Die Reise in die Hauptstadt wird so zur ersten Frankfurter Standortbestimmung. Dass der ohnehin mit kniffligen ersten Hürden für die Eintracht aufgestellte Spielplan gleich ein Treffen bei dem prominenten Rückkehrer vorsieht, passt Veh dabei eher weniger. "Es ist nicht einfach bei einem Aufsteiger", meint er und fügt aus eigener Erfahrung an: "Die sind am Anfang ziemlich euphorisiert, das wissen wir ja aus dem letzten Jahr."
Seinerzeit begann die Eintracht ihr Bundesliga-Comeback mit verblüffenden vier Siegen - was die Grundlage war für den sensationellen sechsten Platz am Ende der Runde, der dazu führte, dass man jetzt am 22. und 29. August gegen Aserbaidschans Meisterschaftszweiten FK Karabach Agdam um den Einzug in die Europa-League-Gruppen spielen darf (lesen Sie dazu auch unten stehenden Artikel).
Ein ähnlicher Raketenstart ist nun kaum zu erwarten. Zu den ersten beiden Partien in Frankfurt werden schließlich die Champions-League-Finalisten aus München und Dortmund erwartet, zwischendrin geht es zum zweiten Aufsteiger nach Braunschweig. "Wenn man unser Auftaktprogramm sieht, sollten wir in Berlin schon was holen", sagt Veh. "Die Qualität dazu haben wir. Wir hatten eine gute Vorbereitung, haben die Mannschaft zusammengehalten. Ich denke schon, dass wir nicht bei Null anfangen."
Dass auch die Hertha "ein paar Gute" dabei hat, ist dem Trainer nicht verborgen geblieben, am Gegner ausrichten wird er seine Mannschaft freilich trotzdem kaum. "Ich weiß ja auch gar nicht, wie sie gegen uns spielen, obwohl ich schon so meine Gedanken dazu habe", sagt er. Viel wichtiger ist ihm der eigene Auftritt: "Wir werden versuchen, unsere Taktik durchzubringen", kündigt er an und ergänzt: "Wir spielen ja auch selbst ein bisschen anders als letztes Jahr."

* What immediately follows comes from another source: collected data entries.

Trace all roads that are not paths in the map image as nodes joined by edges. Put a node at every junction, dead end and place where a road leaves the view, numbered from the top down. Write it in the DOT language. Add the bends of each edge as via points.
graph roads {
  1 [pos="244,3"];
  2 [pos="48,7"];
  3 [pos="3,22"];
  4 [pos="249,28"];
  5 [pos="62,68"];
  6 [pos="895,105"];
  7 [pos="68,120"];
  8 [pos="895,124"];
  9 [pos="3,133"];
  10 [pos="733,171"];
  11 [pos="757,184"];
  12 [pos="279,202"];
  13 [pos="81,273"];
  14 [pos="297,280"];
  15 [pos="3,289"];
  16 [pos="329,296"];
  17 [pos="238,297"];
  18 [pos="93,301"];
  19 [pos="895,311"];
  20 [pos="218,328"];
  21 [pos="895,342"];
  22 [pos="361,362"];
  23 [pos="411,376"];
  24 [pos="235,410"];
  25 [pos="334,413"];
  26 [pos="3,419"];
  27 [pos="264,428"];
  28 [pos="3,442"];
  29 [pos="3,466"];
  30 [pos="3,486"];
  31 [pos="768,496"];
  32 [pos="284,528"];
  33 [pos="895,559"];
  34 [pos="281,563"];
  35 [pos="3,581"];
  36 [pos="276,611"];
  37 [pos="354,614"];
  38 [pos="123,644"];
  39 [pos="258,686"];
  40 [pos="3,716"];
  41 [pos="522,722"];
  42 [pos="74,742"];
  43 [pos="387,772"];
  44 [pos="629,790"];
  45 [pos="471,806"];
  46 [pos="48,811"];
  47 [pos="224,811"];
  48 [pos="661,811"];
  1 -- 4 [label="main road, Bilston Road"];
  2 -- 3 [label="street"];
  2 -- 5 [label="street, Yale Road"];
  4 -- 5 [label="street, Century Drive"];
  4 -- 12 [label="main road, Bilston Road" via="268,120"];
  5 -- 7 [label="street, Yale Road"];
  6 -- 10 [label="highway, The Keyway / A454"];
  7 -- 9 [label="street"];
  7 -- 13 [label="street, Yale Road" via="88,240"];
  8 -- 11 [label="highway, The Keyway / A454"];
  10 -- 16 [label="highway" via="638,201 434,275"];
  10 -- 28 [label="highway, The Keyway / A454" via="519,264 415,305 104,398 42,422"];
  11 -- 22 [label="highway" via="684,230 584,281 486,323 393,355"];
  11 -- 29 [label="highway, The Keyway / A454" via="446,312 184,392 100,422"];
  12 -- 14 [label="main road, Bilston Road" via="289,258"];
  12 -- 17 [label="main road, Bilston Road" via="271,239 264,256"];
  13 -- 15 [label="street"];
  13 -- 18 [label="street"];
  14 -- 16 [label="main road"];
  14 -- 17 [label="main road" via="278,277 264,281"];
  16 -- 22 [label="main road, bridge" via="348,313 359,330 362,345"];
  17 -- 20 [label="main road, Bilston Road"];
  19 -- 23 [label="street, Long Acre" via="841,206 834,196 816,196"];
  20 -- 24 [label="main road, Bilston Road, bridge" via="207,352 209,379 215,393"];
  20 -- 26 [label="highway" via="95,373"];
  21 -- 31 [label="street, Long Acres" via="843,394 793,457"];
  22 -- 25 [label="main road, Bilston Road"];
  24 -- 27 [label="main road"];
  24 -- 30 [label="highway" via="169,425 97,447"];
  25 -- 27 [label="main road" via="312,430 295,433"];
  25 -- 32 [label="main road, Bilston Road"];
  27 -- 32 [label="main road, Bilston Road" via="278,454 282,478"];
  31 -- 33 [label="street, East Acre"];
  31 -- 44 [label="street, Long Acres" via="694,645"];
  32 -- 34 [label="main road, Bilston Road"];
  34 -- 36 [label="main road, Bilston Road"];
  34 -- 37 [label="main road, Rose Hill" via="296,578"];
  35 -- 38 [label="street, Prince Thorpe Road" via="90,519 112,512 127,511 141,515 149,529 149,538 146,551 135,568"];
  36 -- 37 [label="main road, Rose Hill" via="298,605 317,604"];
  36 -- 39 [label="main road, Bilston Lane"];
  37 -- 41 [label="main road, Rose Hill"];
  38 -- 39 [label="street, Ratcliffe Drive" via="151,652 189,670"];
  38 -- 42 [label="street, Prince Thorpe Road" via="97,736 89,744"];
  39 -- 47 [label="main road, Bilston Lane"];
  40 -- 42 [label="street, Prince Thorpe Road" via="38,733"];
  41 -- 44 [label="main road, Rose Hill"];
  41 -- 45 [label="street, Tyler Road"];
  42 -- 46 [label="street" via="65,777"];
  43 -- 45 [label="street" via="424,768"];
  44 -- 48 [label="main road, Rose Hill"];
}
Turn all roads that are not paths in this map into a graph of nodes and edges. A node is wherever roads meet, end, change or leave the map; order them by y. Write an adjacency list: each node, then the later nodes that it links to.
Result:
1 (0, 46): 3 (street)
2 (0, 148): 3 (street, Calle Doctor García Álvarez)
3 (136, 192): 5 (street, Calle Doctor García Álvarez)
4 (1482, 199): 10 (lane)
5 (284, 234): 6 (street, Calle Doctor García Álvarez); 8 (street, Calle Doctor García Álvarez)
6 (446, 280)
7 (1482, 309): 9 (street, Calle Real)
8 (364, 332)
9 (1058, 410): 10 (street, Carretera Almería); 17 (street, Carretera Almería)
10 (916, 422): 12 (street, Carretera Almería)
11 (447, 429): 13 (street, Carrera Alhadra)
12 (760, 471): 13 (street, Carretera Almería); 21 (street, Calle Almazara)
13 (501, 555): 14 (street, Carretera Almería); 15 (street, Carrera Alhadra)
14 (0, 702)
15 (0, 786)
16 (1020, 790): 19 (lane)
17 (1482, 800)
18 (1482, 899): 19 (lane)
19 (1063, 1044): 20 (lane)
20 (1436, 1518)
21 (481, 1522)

Tatsächlich dürfte die Eintracht in Berlin wie beim etwas mühsamen Pokalsieg gegen den Regionalligisten FV Illertissen in einem 4-4-2 mit Mittelfeldraute auflaufen und nicht im 4-2-3-1-Erfolgssystem der letztjährigen Hinrunde. "Normalerweise spielen wir so, wie wir es trainiert haben", erklärt Veh - was dann nach den letzten Eindrücken auch heißen würde, dass Bamba Anderson und nicht Marco Russ die Abwehrzentrale verteidigt. Mit Johannes Flum, Jan Rosenthal und Joselu schaffen es wohl drei Neuzugänge in die Startelf.

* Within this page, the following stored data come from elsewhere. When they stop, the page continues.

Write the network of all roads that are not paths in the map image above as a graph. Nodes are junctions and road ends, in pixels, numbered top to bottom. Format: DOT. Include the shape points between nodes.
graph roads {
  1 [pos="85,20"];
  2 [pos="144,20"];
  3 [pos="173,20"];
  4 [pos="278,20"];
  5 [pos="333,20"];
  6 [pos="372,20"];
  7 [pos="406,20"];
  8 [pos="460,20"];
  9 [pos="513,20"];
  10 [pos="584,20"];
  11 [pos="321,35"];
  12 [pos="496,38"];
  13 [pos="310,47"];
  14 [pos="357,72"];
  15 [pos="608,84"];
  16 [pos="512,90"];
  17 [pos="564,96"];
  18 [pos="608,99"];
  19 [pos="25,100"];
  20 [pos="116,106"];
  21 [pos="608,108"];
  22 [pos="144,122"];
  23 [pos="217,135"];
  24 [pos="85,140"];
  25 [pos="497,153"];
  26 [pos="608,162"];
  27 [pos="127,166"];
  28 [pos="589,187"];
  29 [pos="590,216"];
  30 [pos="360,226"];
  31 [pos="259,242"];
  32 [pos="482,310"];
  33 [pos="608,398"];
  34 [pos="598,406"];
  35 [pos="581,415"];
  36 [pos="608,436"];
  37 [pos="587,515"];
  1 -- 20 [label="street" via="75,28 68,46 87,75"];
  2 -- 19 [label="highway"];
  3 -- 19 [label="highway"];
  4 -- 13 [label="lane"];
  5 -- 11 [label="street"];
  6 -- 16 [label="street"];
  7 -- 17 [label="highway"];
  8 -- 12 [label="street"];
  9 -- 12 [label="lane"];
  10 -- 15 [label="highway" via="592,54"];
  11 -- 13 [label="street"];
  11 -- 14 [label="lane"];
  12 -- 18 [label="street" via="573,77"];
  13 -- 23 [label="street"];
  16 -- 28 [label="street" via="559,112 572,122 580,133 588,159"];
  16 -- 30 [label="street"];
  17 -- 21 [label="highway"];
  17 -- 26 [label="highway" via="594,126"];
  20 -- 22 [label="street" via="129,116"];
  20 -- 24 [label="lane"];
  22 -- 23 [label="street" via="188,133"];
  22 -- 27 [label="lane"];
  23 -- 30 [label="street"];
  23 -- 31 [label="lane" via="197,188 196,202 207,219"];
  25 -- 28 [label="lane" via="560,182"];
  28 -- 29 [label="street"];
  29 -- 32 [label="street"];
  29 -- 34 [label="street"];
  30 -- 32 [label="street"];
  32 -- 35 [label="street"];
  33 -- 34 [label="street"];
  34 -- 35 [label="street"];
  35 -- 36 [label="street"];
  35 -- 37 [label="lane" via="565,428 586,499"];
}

Dass Veh jetzt mehr Personalalternativen als voriges Jahr hat, ist mit Blick auf die anstehenden Aufgaben unerlässlich. Schließlich lauert da ja noch eine weitere große Unbekannte: "Wenn wir es in die Europa-League-Gruppenphase schaffen, muss man sehen, wie die Spieler die zusätzliche Belastung verkraften. Viele hatten das noch nicht", sagt Veh, für den die Saison auch deshalb eine "Reise ins Ungewisse" ist. Dass eine Überraschung wie in der zurückliegenden Saison dabei nicht gerade wahrscheinlich ist, weiß er auch. "Ich bin Realist und kein Fantast. Eintracht Frankfurt gehört nicht in obere Gefilde. Im Normalfall werden wir Zwölfter oder 13., wenn es richtig gut läuft auch mal Achter. Wenn es schlecht läuft, werden wir 16. oder 17.", meint Armin Veh, nicht ohne anzufügen: "Die Chance, Fünfter oder Sechster zu werden, kann man vielleicht auf fünf Prozent beziffern. Aber sie ist da, und das ist das Schöne." Ein Erfolgserlebnis zum Anfang wäre dafür die beste Hilfe.
Die mögliche Aufstellung: Trapp - Jung, Zambrano, Anderson, Oczipka - Schwegler - Rode, Flum - Meier - Rosenthal, Joselu.